MISSOULA, Mont. — A federal judge has ruled that the U.S. Fish and Wildlife Service is arbitrarily excluding “critical habitat” that could be occupied by the elusive Canada lynx, which were listed a decade ago as threatened.

U.S. District Judge Donald Molloy ruled Wednesday the agency excluded large swaths of Western habitat from protection when it recommended in 2009 that 39,000 square miles in Maine, Minnesota, Montana, Wyoming, Idaho and Washington be designated as critical habitat.

He said in his ruling that tens of thousands of acres in southwest Montana, north and central Idaho and throughout Colorado should have been considered for protection.
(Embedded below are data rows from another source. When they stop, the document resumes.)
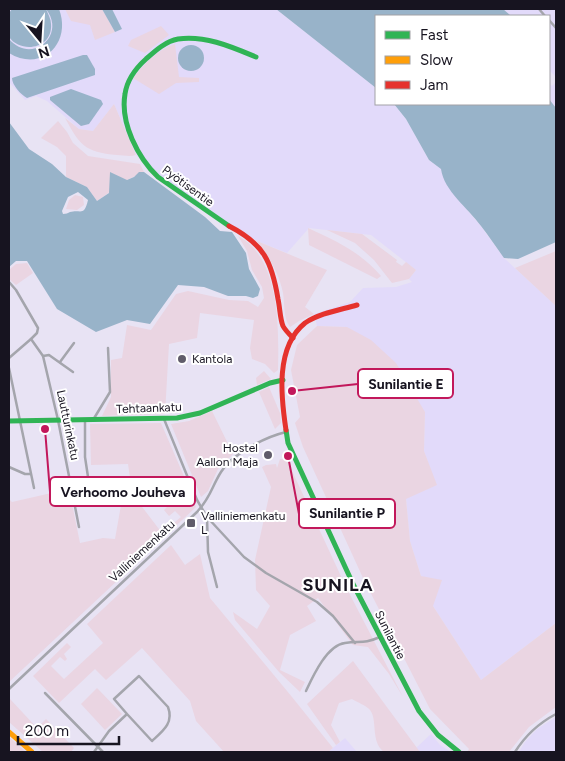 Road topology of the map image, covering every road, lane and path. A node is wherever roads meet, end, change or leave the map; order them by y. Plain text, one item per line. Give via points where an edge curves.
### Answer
1 (256, 57) dead end
2 (9, 282) edge
3 (357, 305) dead end
4 (293, 338) junction
5 (31, 339) junction
6 (74, 343) dead end
7 (108, 348) dead end
8 (43, 356) junction
9 (9, 358) edge
10 (60, 362) junction
11 (9, 368) edge
12 (73, 372) dead end
13 (283, 380) junction
14 (164, 419) junction
15 (58, 420) junction
16 (85, 420) junction
17 (94, 420) junction
18 (9, 421) edge
19 (21, 421) junction
20 (286, 432) junction
21 (9, 468) edge
22 (30, 474) junction
23 (127, 481) dead end
24 (34, 488) dead end
25 (90, 490) junction
26 (73, 495) junction
27 (201, 508) junction
28 (207, 517) junction
29 (79, 527) dead end
30 (218, 587) dead end
31 (380, 637) junction
32 (355, 643) junction
33 (9, 689) edge
34 (306, 691) dead end
35 (45, 693) dead end
36 (128, 714) junction
37 (556, 714) edge
38 (9, 732) edge
39 (98, 747) junction
40 (32, 752) edge
41 (94, 752) edge
42 (103, 752) edge
43 (459, 752) edge
44 (514, 752) edge

1 - 4 street, Pyötisentie via 202,39 168,42 145,59 131,76 125,92 124,115 139,152 158,177 244,234 264,254 277,285 283,327
2 - 5 street via 38,328 38,333
3 - 4 street via 313,320 300,328
4 - 13 street via 285,358
5 - 8 street
5 - 9 street
6 - 10 street
7 - 17 street via 110,392
8 - 10 street via 49,355
8 - 15 street, Lautturinkatu
10 - 12 street
11 - 19 street
13 - 14 street, Tehtaankatu via 189,416
13 - 20 street, Sunilantie
14 - 17 street, Tehtaankatu
14 - 27 street
15 - 16 street, Tehtaankatu
15 - 19 street, Tehtaankatu
15 - 26 street, Lautturinkatu
16 - 17 street, Tehtaankatu
16 - 25 street via 85,457
18 - 19 street, Tehtaankatu
19 - 22 street
20 - 27 street, Valliniemenkatu via 268,438 233,458 224,467
20 - 31 street, Sunilantie via 302,476
21 - 22 street
22 - 24 street
23 - 25 street
25 - 26 street
26 - 29 street, Lautturinkatu
27 - 28 street
27 - 33 street, Valliniemenkatu
28 - 30 street via 208,552
28 - 32 street via 244,557 317,602
31 - 32 street
31 - 43 street, Sunilantie via 424,719
32 - 34 street via 336,646 316,670
35 - 39 street
36 - 36 street via 152,741 166,729 171,714 139,676 114,699
36 - 39 street via 109,731
37 - 44 street via 537,726
38 - 40 street
39 - 41 street
39 - 42 street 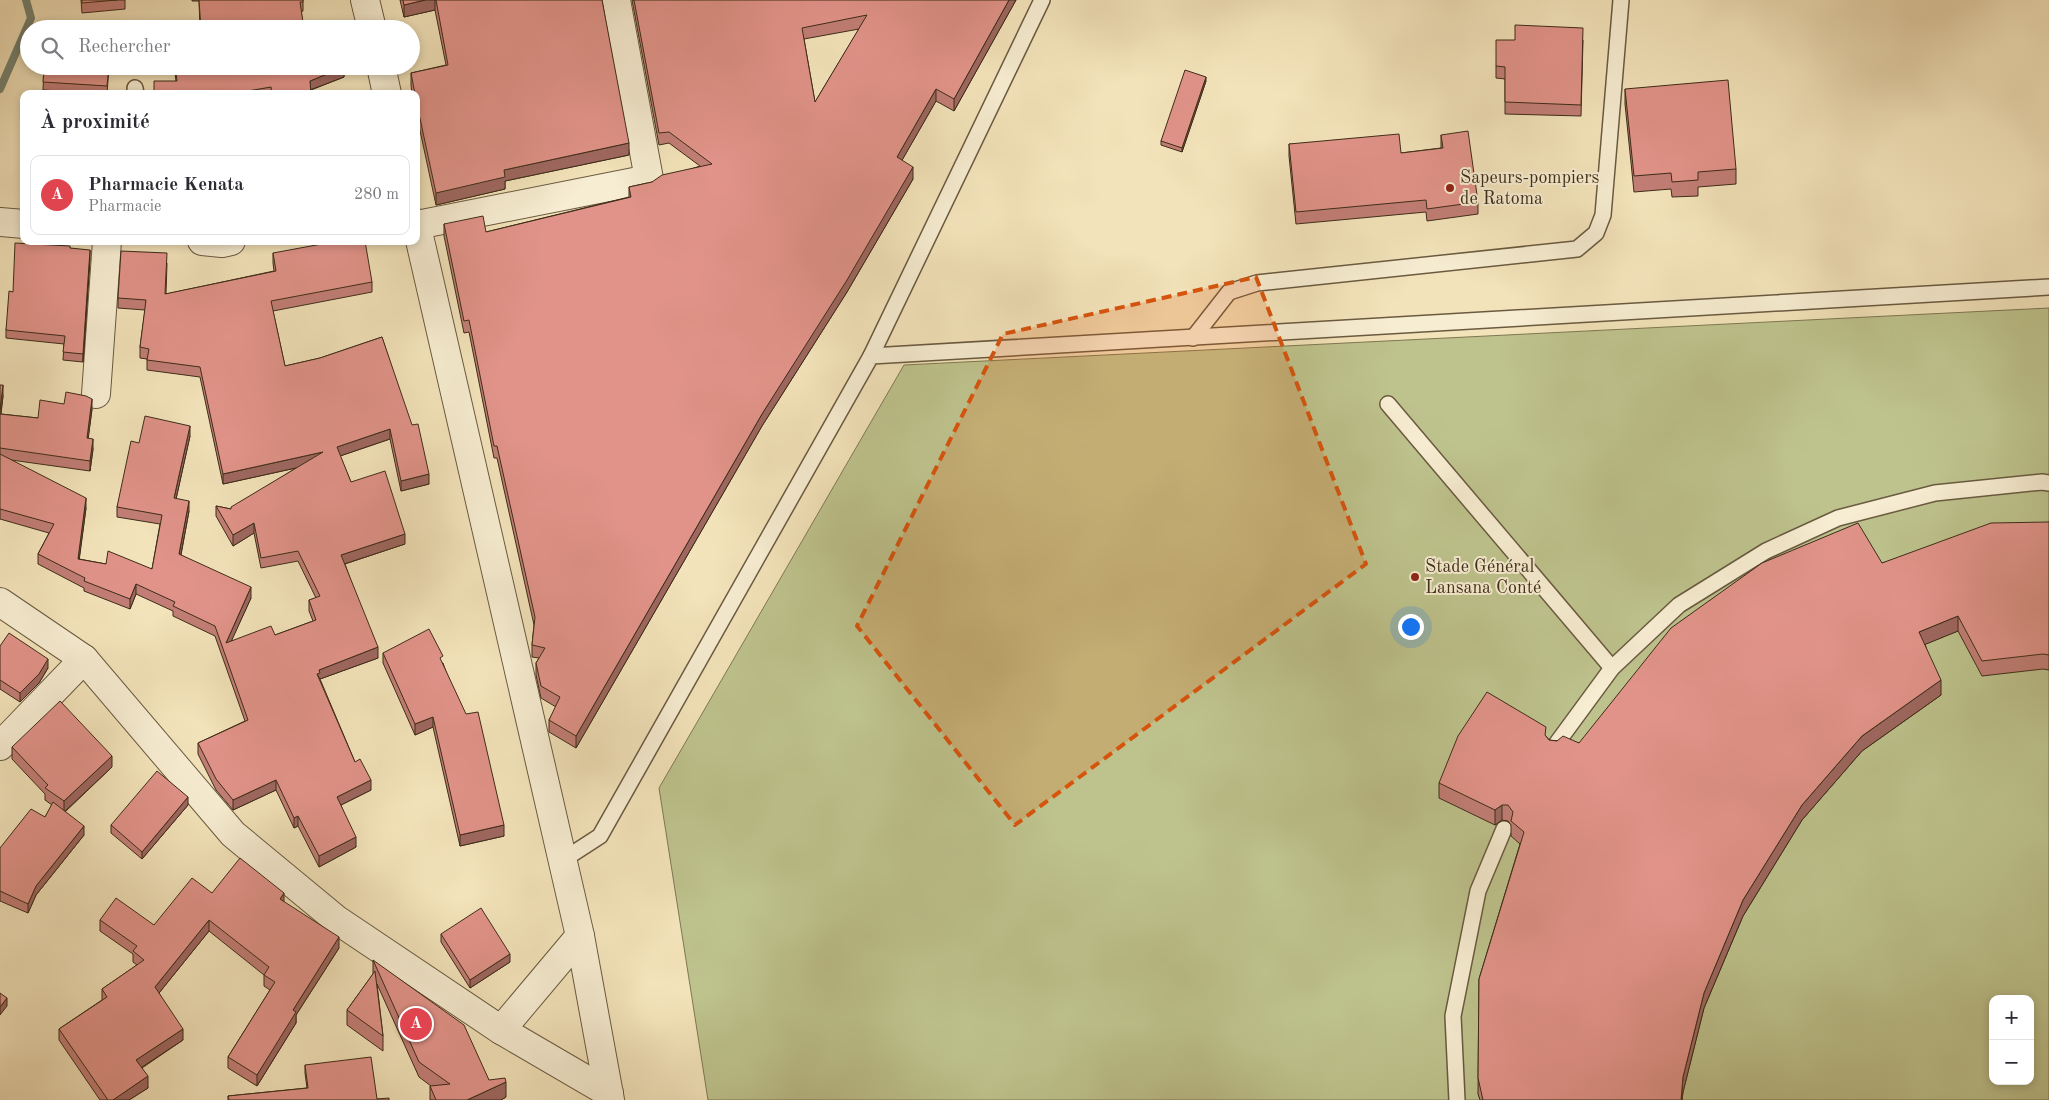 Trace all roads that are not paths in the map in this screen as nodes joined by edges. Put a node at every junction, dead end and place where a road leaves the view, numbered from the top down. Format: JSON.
{"nodes":[{"id":1,"x":365,"y":0,"type":"edge"},
{"id":2,"x":616,"y":0,"type":"edge"},
{"id":3,"x":1042,"y":0,"type":"edge"},
{"id":4,"x":1621,"y":0,"type":"edge"},
{"id":5,"x":370,"y":20,"type":"edge"},
{"id":6,"x":382,"y":75,"type":"edge"},
{"id":7,"x":386,"y":90,"type":"edge"},
{"id":8,"x":0,"y":222,"type":"edge"},
{"id":9,"x":420,"y":223,"type":"edge"},
{"id":10,"x":20,"y":224,"type":"edge"},
{"id":11,"x":420,"y":237,"type":"edge"},
{"id":12,"x":108,"y":245,"type":"edge"},
{"id":13,"x":2049,"y":287,"type":"edge"},
{"id":14,"x":1193,"y":338,"type":"junction"},
{"id":15,"x":871,"y":356,"type":"junction"},
{"id":16,"x":96,"y":394,"type":"dead end"},
{"id":17,"x":1388,"y":404,"type":"dead end"},
{"id":18,"x":2049,"y":483,"type":"edge"},
{"id":19,"x":0,"y":602,"type":"edge"},
{"id":20,"x":84,"y":659,"type":"junction"},
{"id":21,"x":1612,"y":668,"type":"junction"},
{"id":22,"x":0,"y":746,"type":"edge"},
{"id":23,"x":1554,"y":747,"type":"edge"},
{"id":24,"x":1504,"y":829,"type":"edge"},
{"id":25,"x":563,"y":860,"type":"junction"},
{"id":26,"x":580,"y":936,"type":"junction"},
{"id":27,"x":501,"y":1030,"type":"junction"},
{"id":28,"x":609,"y":1097,"type":"edge"},
{"id":29,"x":1457,"y":1100,"type":"edge"}],
"edges":[{"from":1,"to":5,"type":"street"},
{"from":2,"to":9,"type":"street"},
{"from":3,"to":15,"type":"lane"},
{"from":4,"to":14,"type":"lane"},
{"from":6,"to":7,"type":"street"},
{"from":8,"to":10,"type":"street"},
{"from":11,"to":25,"type":"street"},
{"from":12,"to":16,"type":"street"},
{"from":13,"to":14,"type":"lane"},
{"from":14,"to":15,"type":"lane"},
{"from":15,"to":25,"type":"lane"},
{"from":17,"to":21,"type":"lane"},
{"from":18,"to":21,"type":"lane"},
{"from":19,"to":20,"type":"street"},
{"from":20,"to":22,"type":"street"},
{"from":20,"to":27,"type":"street"},
{"from":21,"to":23,"type":"lane"},
{"from":24,"to":29,"type":"lane"},
{"from":25,"to":26,"type":"street"},
{"from":26,"to":27,"type":"street"},
{"from":26,"to":28,"type":"street"},
{"from":27,"to":28,"type":"street"}]}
Fish and Wildlife Service representatives, who were not available for comment Thursday, had argued the agency excluded some habitat in the West because there was no evidence lynx were reproducing there. But the judge said the absence of that evidence was not necessarily cause for exclusion, especially if the area hasn’t been surveyed for breeding animals.

The Sierra Club, Alliance for the Wild Rockies, Native Ecosystems Council and Center for Native Ecosystems filed suit in U.S. District Court in 2009, saying more designated habitat is needed in Colorado, Montana and Idaho.

Michael Garrity, executive director at the Alliance for the Wild Rockies, said Molloy’s ruling basically told the Fish and Wildlife Service to go back and take another look at its lynx plan.

“The Endangered Species Act requires the U.S. Fish and Wildlife Service to try and recover lynx populations, so they can eventually be removed from the endangered species list,” he said. “The previous critical habitat designation fell far short.”

He added that if all the lands currently excluded were designated, it would more than double the size of the critical habitat range.

Molloy said Wednesday all existing habitat designations should remain in place for the lynx until a new review is completed.